### THE PROBLEM
The data must be given again exactly as written, with all images omitted.

### TASK DATA
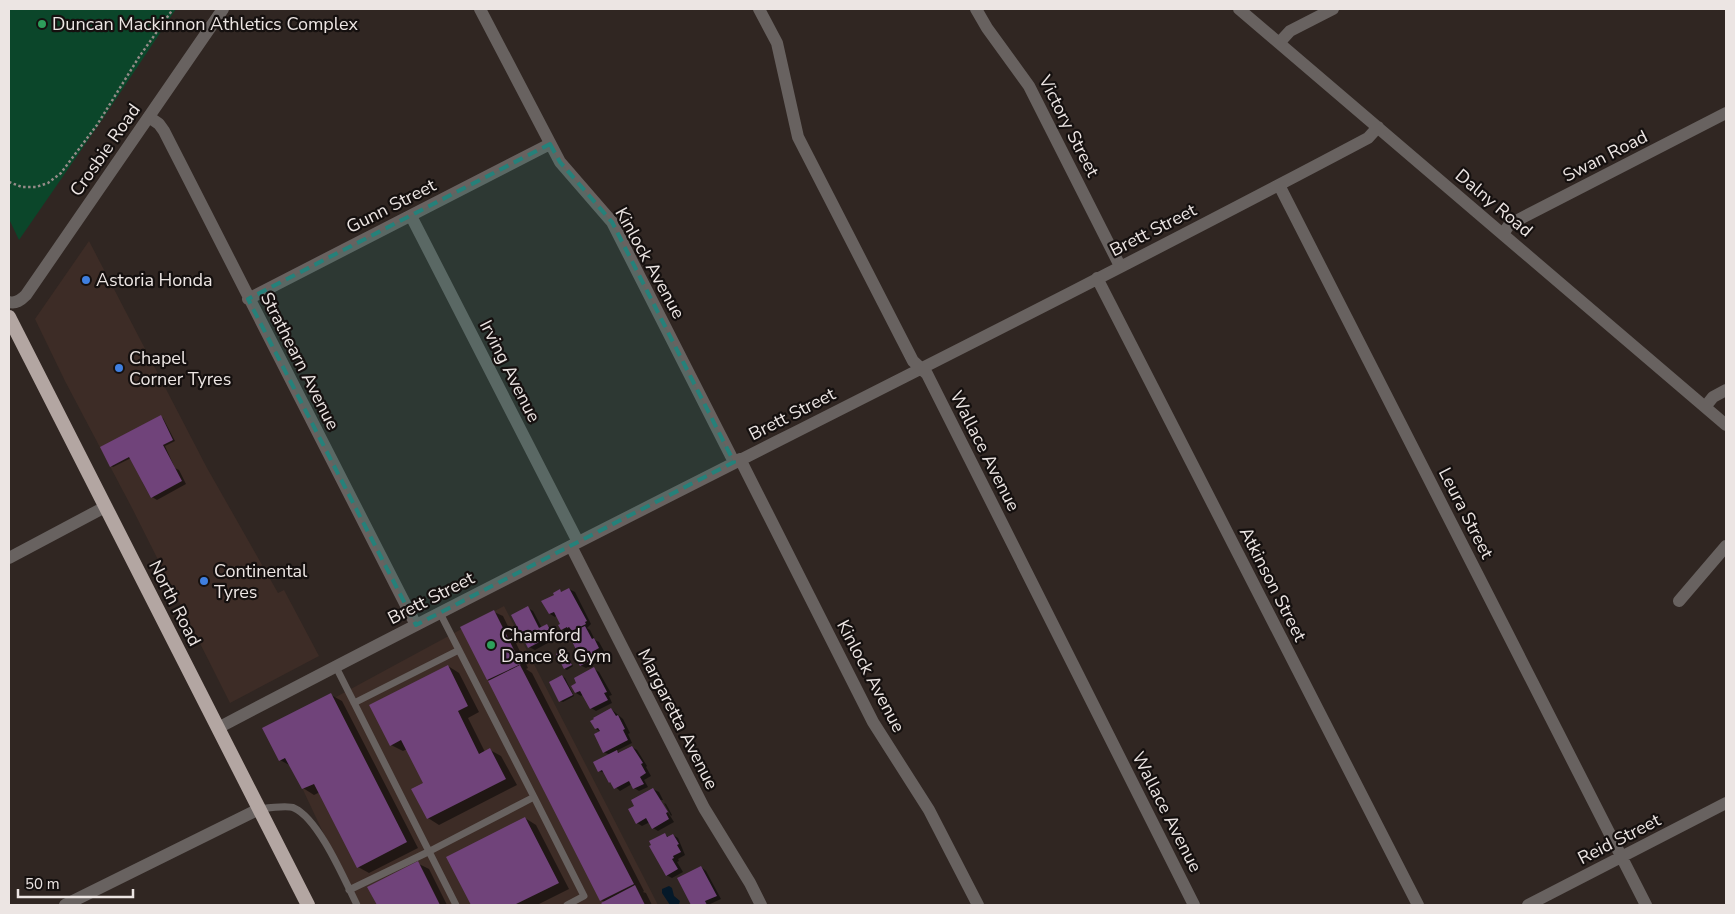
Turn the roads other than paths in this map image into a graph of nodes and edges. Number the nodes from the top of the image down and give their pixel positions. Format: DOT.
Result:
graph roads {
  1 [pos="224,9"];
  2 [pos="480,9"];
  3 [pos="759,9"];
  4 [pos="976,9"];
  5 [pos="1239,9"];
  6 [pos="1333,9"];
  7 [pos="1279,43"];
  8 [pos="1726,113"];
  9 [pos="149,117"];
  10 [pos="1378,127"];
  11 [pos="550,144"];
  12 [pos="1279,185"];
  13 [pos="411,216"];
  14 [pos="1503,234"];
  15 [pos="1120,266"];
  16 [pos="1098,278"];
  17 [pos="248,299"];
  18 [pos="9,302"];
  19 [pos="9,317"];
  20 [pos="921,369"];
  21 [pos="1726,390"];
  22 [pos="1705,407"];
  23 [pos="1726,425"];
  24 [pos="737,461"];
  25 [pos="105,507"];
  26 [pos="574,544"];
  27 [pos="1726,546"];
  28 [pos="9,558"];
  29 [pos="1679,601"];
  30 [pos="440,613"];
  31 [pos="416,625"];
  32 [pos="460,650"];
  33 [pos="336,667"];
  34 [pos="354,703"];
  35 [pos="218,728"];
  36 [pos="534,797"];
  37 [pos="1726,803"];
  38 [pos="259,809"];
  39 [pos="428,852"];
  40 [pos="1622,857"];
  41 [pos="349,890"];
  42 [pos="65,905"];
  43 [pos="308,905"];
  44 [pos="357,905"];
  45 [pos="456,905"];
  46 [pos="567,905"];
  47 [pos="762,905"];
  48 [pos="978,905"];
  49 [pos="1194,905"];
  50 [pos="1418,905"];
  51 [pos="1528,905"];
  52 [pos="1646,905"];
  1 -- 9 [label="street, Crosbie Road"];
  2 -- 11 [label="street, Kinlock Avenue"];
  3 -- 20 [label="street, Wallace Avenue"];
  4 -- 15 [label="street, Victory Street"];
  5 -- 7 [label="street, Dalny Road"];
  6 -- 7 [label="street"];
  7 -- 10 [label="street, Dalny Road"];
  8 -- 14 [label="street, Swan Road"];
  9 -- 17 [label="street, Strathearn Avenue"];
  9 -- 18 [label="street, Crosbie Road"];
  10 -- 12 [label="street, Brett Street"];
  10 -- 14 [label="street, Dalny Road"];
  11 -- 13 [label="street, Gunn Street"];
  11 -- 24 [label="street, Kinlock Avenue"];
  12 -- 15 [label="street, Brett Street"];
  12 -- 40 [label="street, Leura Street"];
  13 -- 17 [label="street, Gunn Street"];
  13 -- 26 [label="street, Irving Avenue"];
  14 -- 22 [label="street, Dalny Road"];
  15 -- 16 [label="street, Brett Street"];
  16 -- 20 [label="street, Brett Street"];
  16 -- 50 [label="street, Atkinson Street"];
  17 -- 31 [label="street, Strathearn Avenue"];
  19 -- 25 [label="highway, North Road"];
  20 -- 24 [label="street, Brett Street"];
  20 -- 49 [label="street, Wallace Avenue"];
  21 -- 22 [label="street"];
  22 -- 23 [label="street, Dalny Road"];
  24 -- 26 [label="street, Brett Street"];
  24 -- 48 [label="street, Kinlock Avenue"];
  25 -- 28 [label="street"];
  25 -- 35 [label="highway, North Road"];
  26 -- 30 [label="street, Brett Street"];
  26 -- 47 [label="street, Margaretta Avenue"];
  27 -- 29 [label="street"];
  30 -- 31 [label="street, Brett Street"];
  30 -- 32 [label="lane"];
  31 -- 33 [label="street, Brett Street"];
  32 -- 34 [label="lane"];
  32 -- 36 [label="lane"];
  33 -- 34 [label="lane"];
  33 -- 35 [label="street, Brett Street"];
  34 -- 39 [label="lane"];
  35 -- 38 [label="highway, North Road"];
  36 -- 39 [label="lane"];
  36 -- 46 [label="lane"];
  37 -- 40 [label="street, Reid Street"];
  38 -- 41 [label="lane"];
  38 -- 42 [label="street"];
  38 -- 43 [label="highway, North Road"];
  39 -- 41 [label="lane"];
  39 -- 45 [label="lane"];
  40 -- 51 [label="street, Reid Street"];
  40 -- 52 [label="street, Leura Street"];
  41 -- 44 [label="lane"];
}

### RESPONSE
Turn the roads other than paths in this map image into a graph of nodes and edges. Number the nodes from the top of the image down and give their pixel positions. Format: DOT.
Result:
graph roads {
  1 [pos="224,9"];
  2 [pos="480,9"];
  3 [pos="759,9"];
  4 [pos="976,9"];
  5 [pos="1239,9"];
  6 [pos="1333,9"];
  7 [pos="1279,43"];
  8 [pos="1726,113"];
  9 [pos="149,117"];
  10 [pos="1378,127"];
  11 [pos="550,144"];
  12 [pos="1279,185"];
  13 [pos="411,216"];
  14 [pos="1503,234"];
  15 [pos="1120,266"];
  16 [pos="1098,278"];
  17 [pos="248,299"];
  18 [pos="9,302"];
  19 [pos="9,317"];
  20 [pos="921,369"];
  21 [pos="1726,390"];
  22 [pos="1705,407"];
  23 [pos="1726,425"];
  24 [pos="737,461"];
  25 [pos="105,507"];
  26 [pos="574,544"];
  27 [pos="1726,546"];
  28 [pos="9,558"];
  29 [pos="1679,601"];
  30 [pos="440,613"];
  31 [pos="416,625"];
  32 [pos="460,650"];
  33 [pos="336,667"];
  34 [pos="354,703"];
  35 [pos="218,728"];
  36 [pos="534,797"];
  37 [pos="1726,803"];
  38 [pos="259,809"];
  39 [pos="428,852"];
  40 [pos="1622,857"];
  41 [pos="349,890"];
  42 [pos="65,905"];
  43 [pos="308,905"];
  44 [pos="357,905"];
  45 [pos="456,905"];
  46 [pos="567,905"];
  47 [pos="762,905"];
  48 [pos="978,905"];
  49 [pos="1194,905"];
  50 [pos="1418,905"];
  51 [pos="1528,905"];
  52 [pos="1646,905"];
  1 -- 9 [label="street, Crosbie Road"];
  2 -- 11 [label="street, Kinlock Avenue"];
  3 -- 20 [label="street, Wallace Avenue"];
  4 -- 15 [label="street, Victory Street"];
  5 -- 7 [label="street, Dalny Road"];
  6 -- 7 [label="street"];
  7 -- 10 [label="street, Dalny Road"];
  8 -- 14 [label="street, Swan Road"];
  9 -- 17 [label="street, Strathearn Avenue"];
  9 -- 18 [label="street, Crosbie Road"];
  10 -- 12 [label="street, Brett Street"];
  10 -- 14 [label="street, Dalny Road"];
  11 -- 13 [label="street, Gunn Street"];
  11 -- 24 [label="street, Kinlock Avenue"];
  12 -- 15 [label="street, Brett Street"];
  12 -- 40 [label="street, Leura Street"];
  13 -- 17 [label="street, Gunn Street"];
  13 -- 26 [label="street, Irving Avenue"];
  14 -- 22 [label="street, Dalny Road"];
  15 -- 16 [label="street, Brett Street"];
  16 -- 20 [label="street, Brett Street"];
  16 -- 50 [label="street, Atkinson Street"];
  17 -- 31 [label="street, Strathearn Avenue"];
  19 -- 25 [label="highway, North Road"];
  20 -- 24 [label="street, Brett Street"];
  20 -- 49 [label="street, Wallace Avenue"];
  21 -- 22 [label="street"];
  22 -- 23 [label="street, Dalny Road"];
  24 -- 26 [label="street, Brett Street"];
  24 -- 48 [label="street, Kinlock Avenue"];
  25 -- 28 [label="street"];
  25 -- 35 [label="highway, North Road"];
  26 -- 30 [label="street, Brett Street"];
  26 -- 47 [label="street, Margaretta Avenue"];
  27 -- 29 [label="street"];
  30 -- 31 [label="street, Brett Street"];
  30 -- 32 [label="lane"];
  31 -- 33 [label="street, Brett Street"];
  32 -- 34 [label="lane"];
  32 -- 36 [label="lane"];
  33 -- 34 [label="lane"];
  33 -- 35 [label="street, Brett Street"];
  34 -- 39 [label="lane"];
  35 -- 38 [label="highway, North Road"];
  36 -- 39 [label="lane"];
  36 -- 46 [label="lane"];
  37 -- 40 [label="street, Reid Street"];
  38 -- 41 [label="lane"];
  38 -- 42 [label="street"];
  38 -- 43 [label="highway, North Road"];
  39 -- 41 [label="lane"];
  39 -- 45 [label="lane"];
  40 -- 51 [label="street, Reid Street"];
  40 -- 52 [label="street, Leura Street"];
  41 -- 44 [label="lane"];
}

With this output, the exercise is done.